Collected data entries
........
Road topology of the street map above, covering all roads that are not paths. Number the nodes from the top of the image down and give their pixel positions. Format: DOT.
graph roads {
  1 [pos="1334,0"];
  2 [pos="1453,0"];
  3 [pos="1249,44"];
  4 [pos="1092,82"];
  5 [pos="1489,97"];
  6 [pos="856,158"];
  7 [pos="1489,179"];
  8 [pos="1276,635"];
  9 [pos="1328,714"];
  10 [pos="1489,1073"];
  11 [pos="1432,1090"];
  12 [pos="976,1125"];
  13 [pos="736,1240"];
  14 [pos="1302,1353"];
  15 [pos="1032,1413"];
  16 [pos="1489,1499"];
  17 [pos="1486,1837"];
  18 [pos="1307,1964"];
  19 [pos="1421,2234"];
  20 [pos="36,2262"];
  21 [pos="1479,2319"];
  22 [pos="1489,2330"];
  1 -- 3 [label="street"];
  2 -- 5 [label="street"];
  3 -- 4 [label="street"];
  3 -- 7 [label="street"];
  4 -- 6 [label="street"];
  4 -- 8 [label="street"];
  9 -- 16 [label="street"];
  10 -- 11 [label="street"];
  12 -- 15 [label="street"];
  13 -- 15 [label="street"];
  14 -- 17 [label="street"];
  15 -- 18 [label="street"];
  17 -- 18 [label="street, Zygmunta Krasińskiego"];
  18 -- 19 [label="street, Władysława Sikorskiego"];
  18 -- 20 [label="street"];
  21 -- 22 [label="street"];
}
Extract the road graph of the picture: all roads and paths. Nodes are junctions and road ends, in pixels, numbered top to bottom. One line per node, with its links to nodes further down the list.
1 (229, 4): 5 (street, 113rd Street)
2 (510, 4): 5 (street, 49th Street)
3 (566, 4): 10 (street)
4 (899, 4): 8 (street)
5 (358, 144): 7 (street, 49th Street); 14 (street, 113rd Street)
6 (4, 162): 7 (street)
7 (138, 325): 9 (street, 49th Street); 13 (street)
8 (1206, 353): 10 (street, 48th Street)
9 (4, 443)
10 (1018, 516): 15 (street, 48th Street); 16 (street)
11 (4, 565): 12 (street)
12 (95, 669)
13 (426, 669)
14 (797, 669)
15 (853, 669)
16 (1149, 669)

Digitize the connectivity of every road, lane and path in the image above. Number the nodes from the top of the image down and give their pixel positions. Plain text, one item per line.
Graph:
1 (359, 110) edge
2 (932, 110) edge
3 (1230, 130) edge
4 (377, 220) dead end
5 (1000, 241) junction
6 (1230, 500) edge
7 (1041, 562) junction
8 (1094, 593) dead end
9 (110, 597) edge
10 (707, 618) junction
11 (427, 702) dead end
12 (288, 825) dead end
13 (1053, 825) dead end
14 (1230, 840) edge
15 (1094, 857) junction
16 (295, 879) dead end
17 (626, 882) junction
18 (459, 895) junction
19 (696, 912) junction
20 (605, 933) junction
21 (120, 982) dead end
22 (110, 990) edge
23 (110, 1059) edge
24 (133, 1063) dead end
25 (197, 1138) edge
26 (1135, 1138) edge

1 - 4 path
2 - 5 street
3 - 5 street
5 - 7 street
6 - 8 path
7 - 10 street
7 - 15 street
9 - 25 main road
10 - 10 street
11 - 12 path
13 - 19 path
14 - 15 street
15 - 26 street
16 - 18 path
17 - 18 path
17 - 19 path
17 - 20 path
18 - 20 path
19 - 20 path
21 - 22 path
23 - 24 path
........
Task description: Copy the stretch of the records above that runs from the line with "Extract the road" through the line with "Digitize the connectivity". Both end lines belong in the copy, and nothing else does.

Problem solution:
Extract the road graph of the picture: all roads and paths. Nodes are junctions and road ends, in pixels, numbered top to bottom. One line per node, with its links to nodes further down the list.
1 (229, 4): 5 (street, 113rd Street)
2 (510, 4): 5 (street, 49th Street)
3 (566, 4): 10 (street)
4 (899, 4): 8 (street)
5 (358, 144): 7 (street, 49th Street); 14 (street, 113rd Street)
6 (4, 162): 7 (street)
7 (138, 325): 9 (street, 49th Street); 13 (street)
8 (1206, 353): 10 (street, 48th Street)
9 (4, 443)
10 (1018, 516): 15 (street, 48th Street); 16 (street)
11 (4, 565): 12 (street)
12 (95, 669)
13 (426, 669)
14 (797, 669)
15 (853, 669)
16 (1149, 669)

Digitize the connectivity of every road, lane and path in the image above. Number the nodes from the top of the image down and give their pixel positions. Plain text, one item per line.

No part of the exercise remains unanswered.